→ Provided material:
****

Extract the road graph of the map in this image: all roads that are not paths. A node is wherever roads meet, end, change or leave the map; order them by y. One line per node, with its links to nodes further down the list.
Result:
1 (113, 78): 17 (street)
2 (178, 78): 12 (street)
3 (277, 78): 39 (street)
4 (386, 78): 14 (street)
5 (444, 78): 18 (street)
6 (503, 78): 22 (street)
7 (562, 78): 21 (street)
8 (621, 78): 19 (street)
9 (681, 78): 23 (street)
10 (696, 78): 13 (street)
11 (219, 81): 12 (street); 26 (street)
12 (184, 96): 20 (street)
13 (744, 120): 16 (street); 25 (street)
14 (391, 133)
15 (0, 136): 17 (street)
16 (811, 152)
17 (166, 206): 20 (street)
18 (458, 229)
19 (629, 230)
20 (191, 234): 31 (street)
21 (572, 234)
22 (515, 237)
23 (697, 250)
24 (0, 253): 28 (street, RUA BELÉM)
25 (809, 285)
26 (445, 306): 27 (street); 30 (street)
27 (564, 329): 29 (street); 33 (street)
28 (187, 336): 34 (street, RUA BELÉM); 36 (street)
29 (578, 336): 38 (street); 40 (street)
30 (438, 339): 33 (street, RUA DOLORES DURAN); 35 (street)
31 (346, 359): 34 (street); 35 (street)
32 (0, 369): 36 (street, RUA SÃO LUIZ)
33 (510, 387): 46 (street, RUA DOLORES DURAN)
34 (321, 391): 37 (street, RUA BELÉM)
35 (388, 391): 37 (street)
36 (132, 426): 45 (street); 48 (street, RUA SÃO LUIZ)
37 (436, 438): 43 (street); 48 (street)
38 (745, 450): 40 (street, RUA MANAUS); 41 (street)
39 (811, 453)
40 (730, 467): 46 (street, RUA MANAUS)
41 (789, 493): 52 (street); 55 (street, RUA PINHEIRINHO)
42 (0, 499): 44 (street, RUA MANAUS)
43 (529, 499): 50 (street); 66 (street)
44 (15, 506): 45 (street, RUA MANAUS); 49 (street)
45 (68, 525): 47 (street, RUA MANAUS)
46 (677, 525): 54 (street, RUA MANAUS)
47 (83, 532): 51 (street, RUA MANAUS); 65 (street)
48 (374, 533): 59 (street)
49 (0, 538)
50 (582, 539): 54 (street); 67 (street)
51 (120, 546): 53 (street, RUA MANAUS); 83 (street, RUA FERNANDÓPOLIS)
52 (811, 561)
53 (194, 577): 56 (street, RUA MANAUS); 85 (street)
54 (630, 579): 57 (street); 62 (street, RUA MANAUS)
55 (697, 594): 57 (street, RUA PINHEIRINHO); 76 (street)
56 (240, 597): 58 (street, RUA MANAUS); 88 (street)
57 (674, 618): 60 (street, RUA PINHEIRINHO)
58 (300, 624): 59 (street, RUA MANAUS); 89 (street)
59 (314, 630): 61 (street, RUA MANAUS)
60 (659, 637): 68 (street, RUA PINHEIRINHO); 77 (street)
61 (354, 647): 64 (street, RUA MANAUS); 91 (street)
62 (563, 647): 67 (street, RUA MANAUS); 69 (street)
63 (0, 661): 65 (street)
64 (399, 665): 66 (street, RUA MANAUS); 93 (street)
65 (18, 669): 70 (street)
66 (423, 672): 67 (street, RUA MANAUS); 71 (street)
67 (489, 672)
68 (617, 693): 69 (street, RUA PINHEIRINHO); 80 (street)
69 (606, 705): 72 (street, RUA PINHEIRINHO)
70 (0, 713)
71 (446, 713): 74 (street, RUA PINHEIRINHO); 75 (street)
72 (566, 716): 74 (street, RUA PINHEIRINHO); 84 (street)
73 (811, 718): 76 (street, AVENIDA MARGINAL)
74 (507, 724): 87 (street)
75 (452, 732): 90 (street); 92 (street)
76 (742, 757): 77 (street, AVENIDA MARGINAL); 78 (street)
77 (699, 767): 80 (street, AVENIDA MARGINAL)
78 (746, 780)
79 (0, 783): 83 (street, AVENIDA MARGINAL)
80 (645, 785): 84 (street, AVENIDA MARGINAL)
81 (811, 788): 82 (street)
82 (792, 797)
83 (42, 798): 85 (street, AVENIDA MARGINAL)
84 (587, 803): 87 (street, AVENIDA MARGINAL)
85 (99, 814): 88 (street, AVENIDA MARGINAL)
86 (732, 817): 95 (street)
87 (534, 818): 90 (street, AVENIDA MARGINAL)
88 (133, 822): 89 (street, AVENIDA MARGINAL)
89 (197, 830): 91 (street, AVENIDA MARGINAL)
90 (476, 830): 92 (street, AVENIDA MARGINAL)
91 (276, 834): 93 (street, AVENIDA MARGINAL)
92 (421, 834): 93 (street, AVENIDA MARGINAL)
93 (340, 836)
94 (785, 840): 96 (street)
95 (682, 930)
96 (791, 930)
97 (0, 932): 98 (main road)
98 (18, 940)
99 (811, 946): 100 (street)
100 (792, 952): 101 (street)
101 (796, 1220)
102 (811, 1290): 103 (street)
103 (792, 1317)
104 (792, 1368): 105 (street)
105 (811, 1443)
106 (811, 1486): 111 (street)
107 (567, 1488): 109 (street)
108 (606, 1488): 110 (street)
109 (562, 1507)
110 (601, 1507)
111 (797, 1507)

****

→ Description of the task: Every line above should be retyped exactly as given.

→ Result of this exercise:
Extract the road graph of the map in this image: all roads that are not paths. A node is wherever roads meet, end, change or leave the map; order them by y. One line per node, with its links to nodes further down the list.
Result:
1 (113, 78): 17 (street)
2 (178, 78): 12 (street)
3 (277, 78): 39 (street)
4 (386, 78): 14 (street)
5 (444, 78): 18 (street)
6 (503, 78): 22 (street)
7 (562, 78): 21 (street)
8 (621, 78): 19 (street)
9 (681, 78): 23 (street)
10 (696, 78): 13 (street)
11 (219, 81): 12 (street); 26 (street)
12 (184, 96): 20 (street)
13 (744, 120): 16 (street); 25 (street)
14 (391, 133)
15 (0, 136): 17 (street)
16 (811, 152)
17 (166, 206): 20 (street)
18 (458, 229)
19 (629, 230)
20 (191, 234): 31 (street)
21 (572, 234)
22 (515, 237)
23 (697, 250)
24 (0, 253): 28 (street, RUA BELÉM)
25 (809, 285)
26 (445, 306): 27 (street); 30 (street)
27 (564, 329): 29 (street); 33 (street)
28 (187, 336): 34 (street, RUA BELÉM); 36 (street)
29 (578, 336): 38 (street); 40 (street)
30 (438, 339): 33 (street, RUA DOLORES DURAN); 35 (street)
31 (346, 359): 34 (street); 35 (street)
32 (0, 369): 36 (street, RUA SÃO LUIZ)
33 (510, 387): 46 (street, RUA DOLORES DURAN)
34 (321, 391): 37 (street, RUA BELÉM)
35 (388, 391): 37 (street)
36 (132, 426): 45 (street); 48 (street, RUA SÃO LUIZ)
37 (436, 438): 43 (street); 48 (street)
38 (745, 450): 40 (street, RUA MANAUS); 41 (street)
39 (811, 453)
40 (730, 467): 46 (street, RUA MANAUS)
41 (789, 493): 52 (street); 55 (street, RUA PINHEIRINHO)
42 (0, 499): 44 (street, RUA MANAUS)
43 (529, 499): 50 (street); 66 (street)
44 (15, 506): 45 (street, RUA MANAUS); 49 (street)
45 (68, 525): 47 (street, RUA MANAUS)
46 (677, 525): 54 (street, RUA MANAUS)
47 (83, 532): 51 (street, RUA MANAUS); 65 (street)
48 (374, 533): 59 (street)
49 (0, 538)
50 (582, 539): 54 (street); 67 (street)
51 (120, 546): 53 (street, RUA MANAUS); 83 (street, RUA FERNANDÓPOLIS)
52 (811, 561)
53 (194, 577): 56 (street, RUA MANAUS); 85 (street)
54 (630, 579): 57 (street); 62 (street, RUA MANAUS)
55 (697, 594): 57 (street, RUA PINHEIRINHO); 76 (street)
56 (240, 597): 58 (street, RUA MANAUS); 88 (street)
57 (674, 618): 60 (street, RUA PINHEIRINHO)
58 (300, 624): 59 (street, RUA MANAUS); 89 (street)
59 (314, 630): 61 (street, RUA MANAUS)
60 (659, 637): 68 (street, RUA PINHEIRINHO); 77 (street)
61 (354, 647): 64 (street, RUA MANAUS); 91 (street)
62 (563, 647): 67 (street, RUA MANAUS); 69 (street)
63 (0, 661): 65 (street)
64 (399, 665): 66 (street, RUA MANAUS); 93 (street)
65 (18, 669): 70 (street)
66 (423, 672): 67 (street, RUA MANAUS); 71 (street)
67 (489, 672)
68 (617, 693): 69 (street, RUA PINHEIRINHO); 80 (street)
69 (606, 705): 72 (street, RUA PINHEIRINHO)
70 (0, 713)
71 (446, 713): 74 (street, RUA PINHEIRINHO); 75 (street)
72 (566, 716): 74 (street, RUA PINHEIRINHO); 84 (street)
73 (811, 718): 76 (street, AVENIDA MARGINAL)
74 (507, 724): 87 (street)
75 (452, 732): 90 (street); 92 (street)
76 (742, 757): 77 (street, AVENIDA MARGINAL); 78 (street)
77 (699, 767): 80 (street, AVENIDA MARGINAL)
78 (746, 780)
79 (0, 783): 83 (street, AVENIDA MARGINAL)
80 (645, 785): 84 (street, AVENIDA MARGINAL)
81 (811, 788): 82 (street)
82 (792, 797)
83 (42, 798): 85 (street, AVENIDA MARGINAL)
84 (587, 803): 87 (street, AVENIDA MARGINAL)
85 (99, 814): 88 (street, AVENIDA MARGINAL)
86 (732, 817): 95 (street)
87 (534, 818): 90 (street, AVENIDA MARGINAL)
88 (133, 822): 89 (street, AVENIDA MARGINAL)
89 (197, 830): 91 (street, AVENIDA MARGINAL)
90 (476, 830): 92 (street, AVENIDA MARGINAL)
91 (276, 834): 93 (street, AVENIDA MARGINAL)
92 (421, 834): 93 (street, AVENIDA MARGINAL)
93 (340, 836)
94 (785, 840): 96 (street)
95 (682, 930)
96 (791, 930)
97 (0, 932): 98 (main road)
98 (18, 940)
99 (811, 946): 100 (street)
100 (792, 952): 101 (street)
101 (796, 1220)
102 (811, 1290): 103 (street)
103 (792, 1317)
104 (792, 1368): 105 (street)
105 (811, 1443)
106 (811, 1486): 111 (street)
107 (567, 1488): 109 (street)
108 (606, 1488): 110 (street)
109 (562, 1507)
110 (601, 1507)
111 (797, 1507)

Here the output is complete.